Is Branding Important for Indie Authors?

Storytelling Concept. Chart with keywords and icons

I’m a writer, not a car or a soft drink. Why do I have to think about branding?

Fair enough question. The car manufacturer makes transportation. The soft drink manufacturer makes a beverage. And you? Well, you manufacture . . . people, places, wars, epic romances, even monsters. If you look at the concept of “brand” as how your products are presented, you can easily see why it’s crucial for you to cultivate the essence of what you and your writing represent. That’s your brand.

Experience and perspective

Let’s stick with cars and soft drinks for a while longer. Have you ever noticed that when you view a vehicle manufacturer’s television commercials, print ads, or social media, you really don’t see much of the vehicle?

What you witness is the result of the vehicle. So, you mostly see happy people. They’ve arrived safely at their destination, and little baby Joey is still sound asleep. They looked sexy behind the wheel and snagged the attention of their future lover. We see these stories, and we insert ourselves into them.

Nothing much changes about the scenario if you substitute a soft drink for the car. You’re not drinking sugary carbonated liquid, you’re quenching your thirst for friendship. Or, you’re discovering ways to expand your social circle by accepting a stranger because they like that soft drink, too.

A brand is the story that a product tells about itself, but what’s interesting—and extremely important to understand—is that the manufacturer doesn’t own the brand. It exists only in the minds of people who are exposed to the stories the product tells about itself. That’s because each of us will take the brand and shape it to mesh with our own respective worldview. So, it’s more than just agreeing or disagreeing with the story a product tells about itself. It’s also about customizing a story, so it fits into our life.

You are your brand

Thanks to our connected world, people will more than likely be exposed to you before they read what you’ve written. They’ve got to decide if you represent something they want to add to their worldview. You are the story that your writing tells about itself. They’ll meet your brand before they buy your book.

What do you represent?

If you ask someone why they would buy a vehicle from, say, BMW, they’d probably say, “It’s the ultimate driving machine”—which is the brand’s slogan. But, what they will tell you if you dig deep enough is that they would buy a BMW because of the way it makes them feel. BMWs are not inexpensive. So, owning and driving one communicates that you have reached a certain socioeconomic status. Driving a BMW makes you feel successful.

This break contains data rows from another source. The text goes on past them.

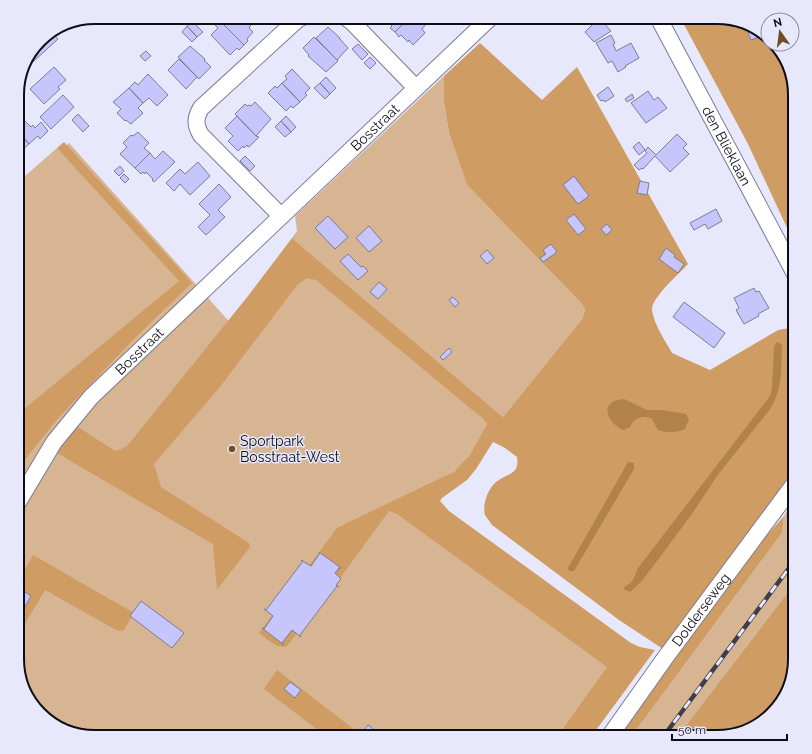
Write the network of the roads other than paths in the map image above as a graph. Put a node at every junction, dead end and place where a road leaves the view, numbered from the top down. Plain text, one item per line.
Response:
1 (293, 24) edge
2 (354, 24) edge
3 (484, 24) edge
4 (662, 24) edge
5 (416, 88) junction
6 (280, 216) junction
7 (788, 261) edge
8 (24, 492) edge
9 (788, 492) edge
10 (614, 730) edge

1 - 6 street
2 - 5 street
3 - 5 street, Bosstraat
4 - 7 street, den Blieklaan
5 - 6 street, Bosstraat
6 - 8 street, Bosstraat
9 - 10 street, Dolderseweg

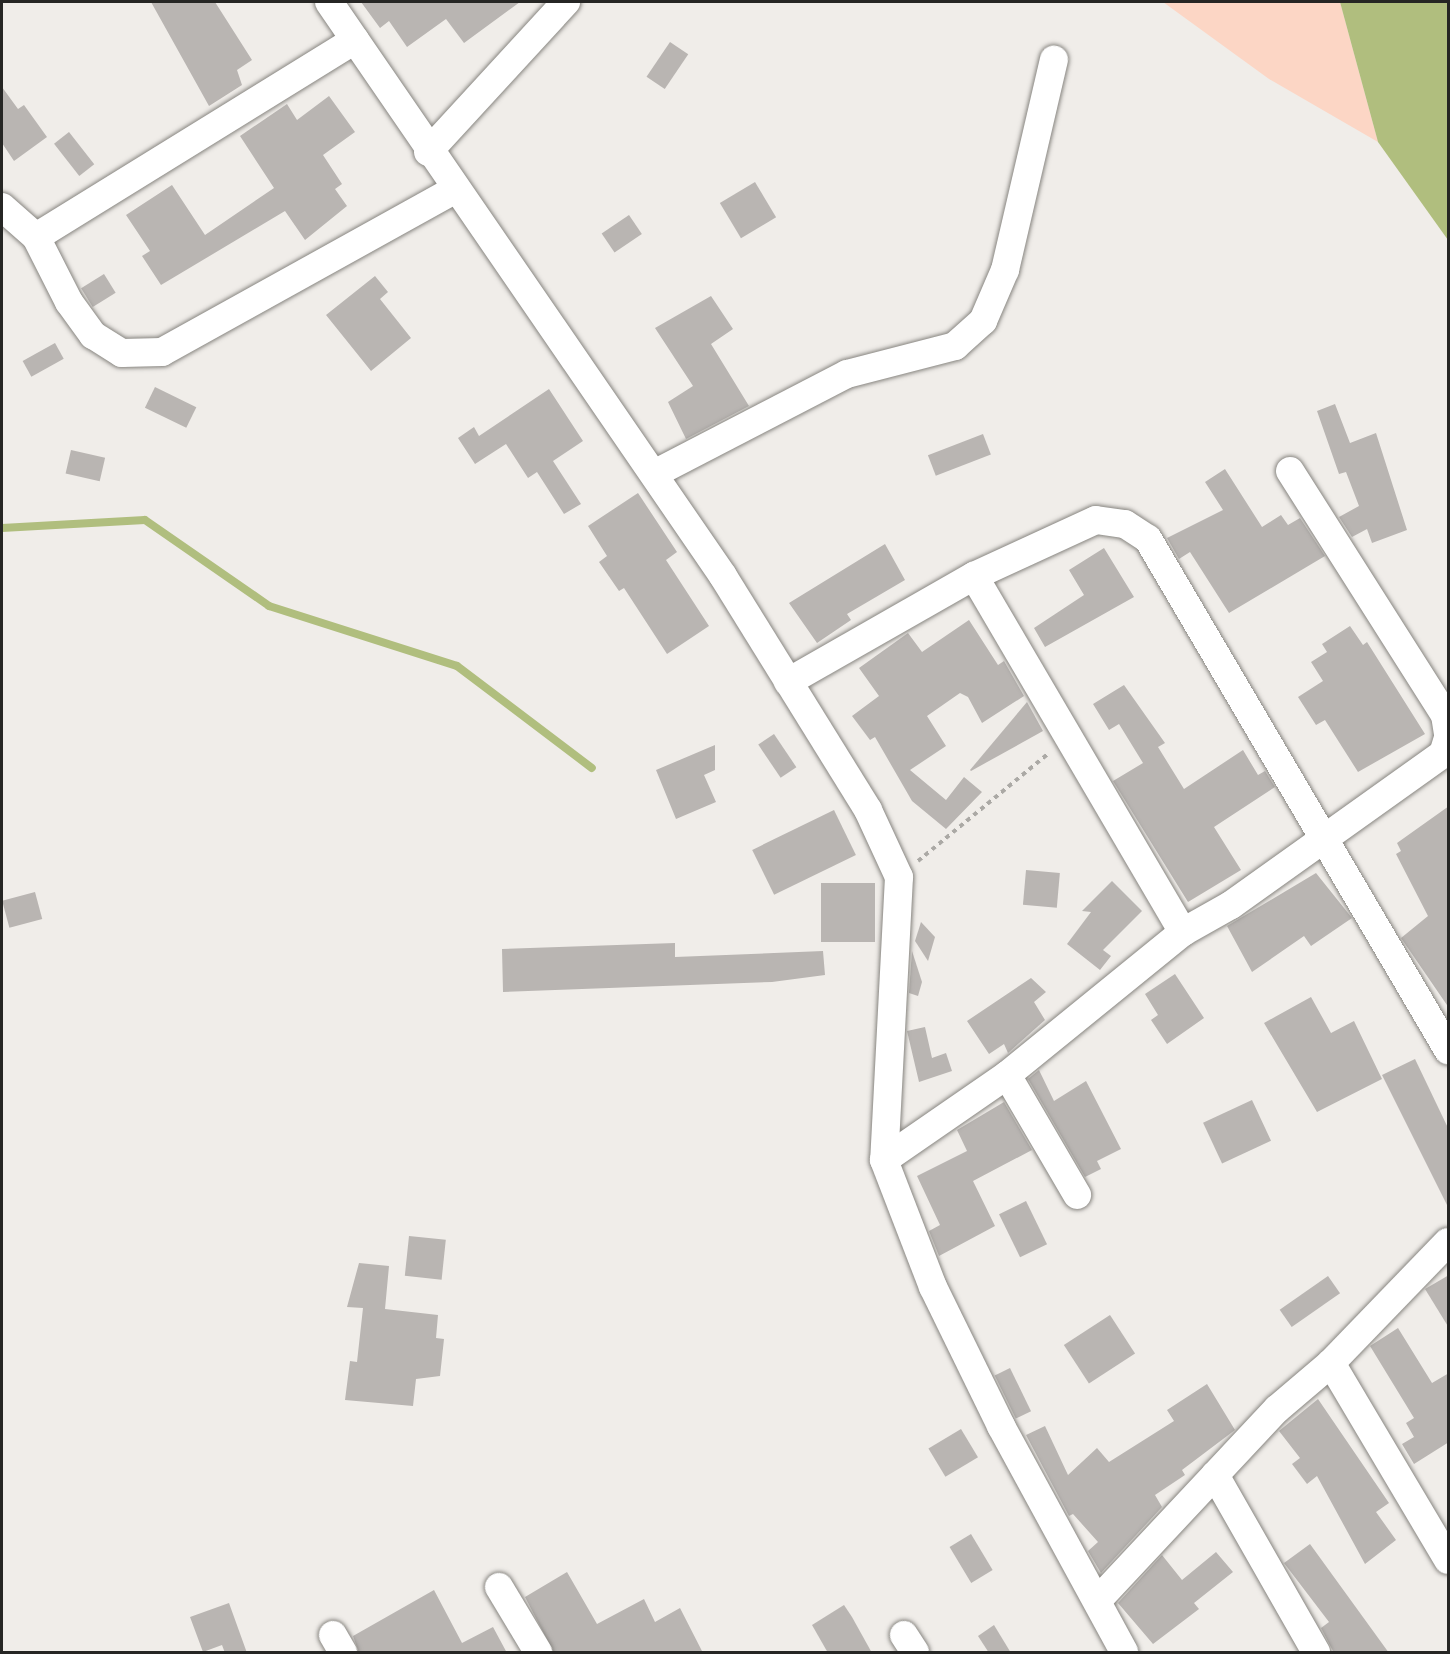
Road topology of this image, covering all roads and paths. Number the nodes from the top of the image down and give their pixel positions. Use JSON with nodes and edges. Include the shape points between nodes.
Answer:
{"nodes":[{"id":1,"x":329,"y":2,"type":"edge"},
{"id":2,"x":566,"y":2,"type":"edge"},
{"id":3,"x":355,"y":39,"type":"junction"},
{"id":4,"x":1054,"y":60,"type":"dead end"},
{"id":5,"x":428,"y":152,"type":"junction"},
{"id":6,"x":456,"y":189,"type":"junction"},
{"id":7,"x":2,"y":207,"type":"edge"},
{"id":8,"x":36,"y":237,"type":"junction"},
{"id":9,"x":1290,"y":471,"type":"dead end"},
{"id":10,"x":654,"y":474,"type":"junction"},
{"id":11,"x":974,"y":576,"type":"junction"},
{"id":12,"x":788,"y":682,"type":"junction"},
{"id":13,"x":1440,"y":690,"type":"edge"},
{"id":14,"x":1449,"y":737,"type":"edge"},
{"id":15,"x":1068,"y":738,"type":"junction"},
{"id":16,"x":1324,"y":840,"type":"junction"},
{"id":17,"x":899,"y":877,"type":"junction"},
{"id":18,"x":1183,"y":932,"type":"junction"},
{"id":19,"x":1449,"y":1050,"type":"edge"},
{"id":20,"x":1007,"y":1075,"type":"junction"},
{"id":21,"x":884,"y":1161,"type":"junction"},
{"id":22,"x":1077,"y":1195,"type":"dead end"},
{"id":23,"x":1447,"y":1248,"type":"edge"},
{"id":24,"x":1331,"y":1363,"type":"junction"},
{"id":25,"x":1215,"y":1475,"type":"junction"},
{"id":26,"x":1449,"y":1560,"type":"edge"},
{"id":27,"x":499,"y":1587,"type":"dead end"},
{"id":28,"x":1098,"y":1600,"type":"junction"},
{"id":29,"x":538,"y":1653,"type":"edge"},
{"id":30,"x":1124,"y":1653,"type":"edge"},
{"id":31,"x":1316,"y":1653,"type":"edge"}],
"edges":[{"from":1,"to":3,"type":"street"},
{"from":2,"to":5,"type":"street"},
{"from":3,"to":5,"type":"street"},
{"from":3,"to":8,"type":"street"},
{"from":4,"to":10,"type":"street","via":[[1005,270],[983,321],[956,346],[847,374]]},
{"from":5,"to":6,"type":"street"},
{"from":6,"to":8,"type":"street","via":[[162,352],[122,353],[93,335],[69,302]]},
{"from":6,"to":10,"type":"street"},
{"from":7,"to":8,"type":"street"},
{"from":9,"to":13,"type":"street"},
{"from":10,"to":12,"type":"street"},
{"from":11,"to":12,"type":"street"},
{"from":11,"to":15,"type":"street"},
{"from":11,"to":16,"type":"street","via":[[1096,520],[1125,524],[1148,539]]},
{"from":12,"to":17,"type":"street","via":[[868,810]]},
{"from":13,"to":14,"type":"street"},
{"from":14,"to":16,"type":"street","via":[[1443,754]]},
{"from":15,"to":17,"type":"path"},
{"from":15,"to":18,"type":"street"},
{"from":16,"to":18,"type":"street"},
{"from":16,"to":19,"type":"street"},
{"from":17,"to":21,"type":"street"},
{"from":18,"to":20,"type":"street"},
{"from":20,"to":21,"type":"street"},
{"from":20,"to":22,"type":"street"},
{"from":21,"to":28,"type":"street","via":[[933,1287],[1000,1426]]},
{"from":23,"to":24,"type":"street"},
{"from":24,"to":25,"type":"street"},
{"from":24,"to":26,"type":"street"},
{"from":25,"to":28,"type":"street"},
{"from":25,"to":31,"type":"street"},
{"from":27,"to":29,"type":"street"},
{"from":28,"to":30,"type":"street"}]}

BMW may manufacture vehicles, but they sell success. Coca-Cola may manufacture caramel flavored carbonated water, but they sell good times and happiness. Those are their respective brands.

You manufacture books, but what experience do you sell?

Reputation = brand

You can’t go anywhere near social media without hearing the term, “personal brand.” It’s easy to think this is some newly established state of being, born of Internet arbiters like Instagram and Twitter. Your personal brand is really nothing more than your reputation, or as Amazon founder Jeff Bezos defines it, “what other people say about you when you’re not in the room.”

Take Jeff’s words to heart. Your brand is your reputation, and it’s how people describe you—both to themselves and to others. Let’s push that deeper. The story you want your product to tell about itself should make people feel—how?

Of course, this is writing we’re dealing with—not a car or a beverage. So, we’ve got to talk about style. Your reputation is based on actions you repeatedly take, which people associate with you. And your reputation is your brand. Your style—meaning the genre you choose to write in and the way you write in that genre—is your brand. And while you don’t own your brand, you can shape it. If you don’t, someone else will do it for you.

The most important thing that sells books

You’ll have plenty of competitors out there. They have access to the same building material that you do. Words are words. Your objective is to determine how the way you use this building material will make your readers feel, and then cultivate this story so it’s a shareable experience. Your reputation precedes you. New readers will experience it before they experience your book.

Your reputation sells books. Your reputation is your brand.

And today, it’s impossible to say you’re unknown, so it’s impossible to have a reputation. Google your name. There’s your reputation. It’s time to take control of how it’s being shaped.

What’s your brand? How will people feel when they read your book? It’s a short message that gets repeated and shaped and cultivated until it’s the story people tell themselves to explain you.

There are effective ways to cultivate this consistency

  • Know your target audience.
  • Create a style guide: choose the colors, fonts, and art style that you’ll use consistently.
  • Create a logo: it’s a visual representation of the experience you represent.
  • Get a professional headshot: you are your brand.
  • Develop a tagline: What experience will you consistently create?

Here’s the thing about creating your brand. You don’t own it, remember? It exists in your readers’ minds. Which means if you don’t take the proactive steps to greet them at the beginning of the relationship to tell them what to expect, they’ll move on to find someone who will.